My other huge problem is that I’m a lazy writer and easily distracted. Writers inhabit a solitary work existence. They need to be self-starters. There is no one on the workroom floor to glare at you and yell you into production. Your only supervisor is YOU. Even going online to ask writing friends a question is dangerous for me, as I tend to wander off to other web sites and other tangents. Successful writers need a certain amount of dedication to the craft. Books don’t write themselves.

This is the brilliance of NaNoWriMo. It’s the online representation of a writer’s cattle prod.

Some participants wrongly think that the great American novel will miraculously spring from the computers of one of the thousands that use the web site as a tracking tool. Actually, NaNoWriMo is only a tool, meant to instill good writing habits. The intention is not to complete a novel in thirty days, but to get as many words down as you can in thirty days.

There is no time for editing, for thinking of the back story or for looking for grammatical errors. The idea is to plunge in and don’t look back until December 1.

That’s not to say that having a plan isn’t helpful. With my first year attempt woeful at best, I used Year Two to jumpstart the work I started a year and a half before. That work in progress started out as a stream of consciousness piece with no plan. After eighteen months of aimless meanderings, I had been stalled at Chapter 13 and hadn’t gotten to the halfway mark.

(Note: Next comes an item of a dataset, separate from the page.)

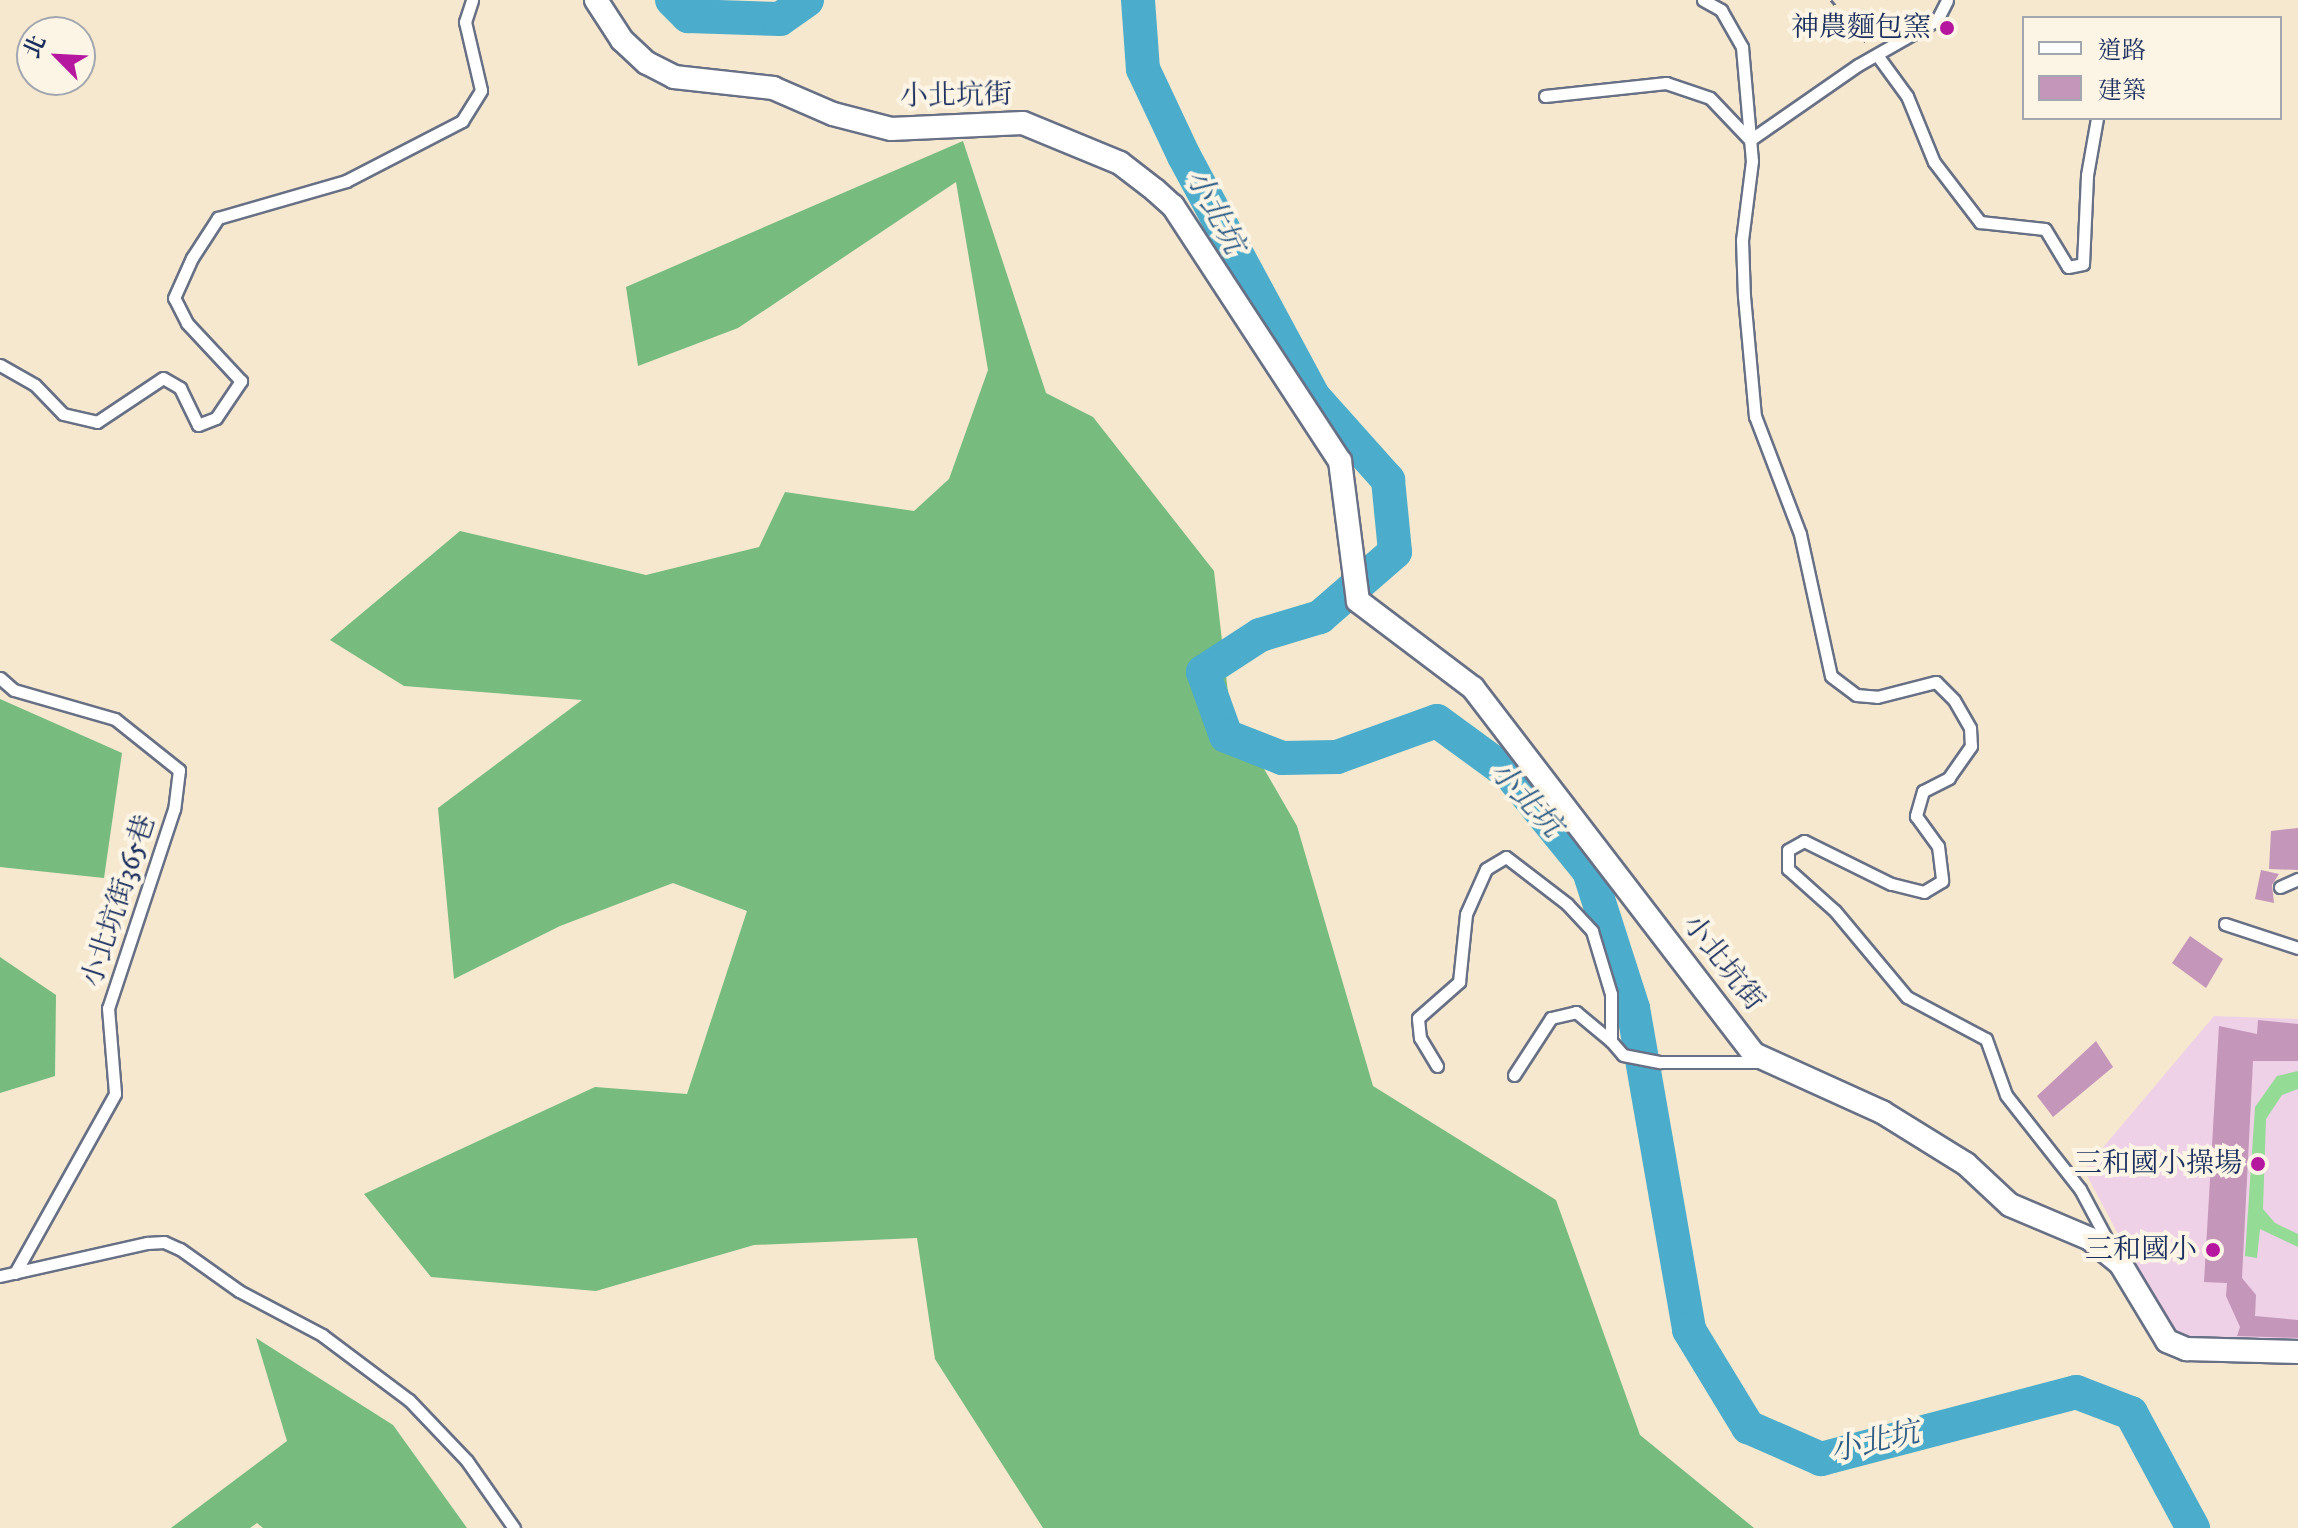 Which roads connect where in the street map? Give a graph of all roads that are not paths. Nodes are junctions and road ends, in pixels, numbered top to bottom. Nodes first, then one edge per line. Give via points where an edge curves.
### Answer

This year, I came prepared. I had a premise, I had characters with names and locations, and I knew what was going to happen and how it was going to end. I arranged my work to have thirty chapters, to coincide with the number of days in NaNo. I used to be a fly by the seat of your pants kind of writer letting my characters show me the way. I can now see where having an outline or sketch of the novel is necessary to success.

Since that Real Life thing is a constant, budgeting time wisely is of utmost importance. There were only two days in November when I couldn’t write, and one of those was Thanksgiving. I knew in advance and adjusted my writing schedule accordingly. Even with the two days off, I reached the 50K goal on November 29 and finished the novel on December 1.

My book has flaws and some gaping holes but only because I was writing as fast as I could. After letting the piece ferment for a week or two, rewrites will come next.

I hope to continue using my newfound writing schedule, but knowing my history, I’m sure I’ll return to slacker writing soon enough. Still, I would recommend NaNoWriMo to any aspiring novelist. It’s not perfect, but at least it will get the words out, and that’s the first step.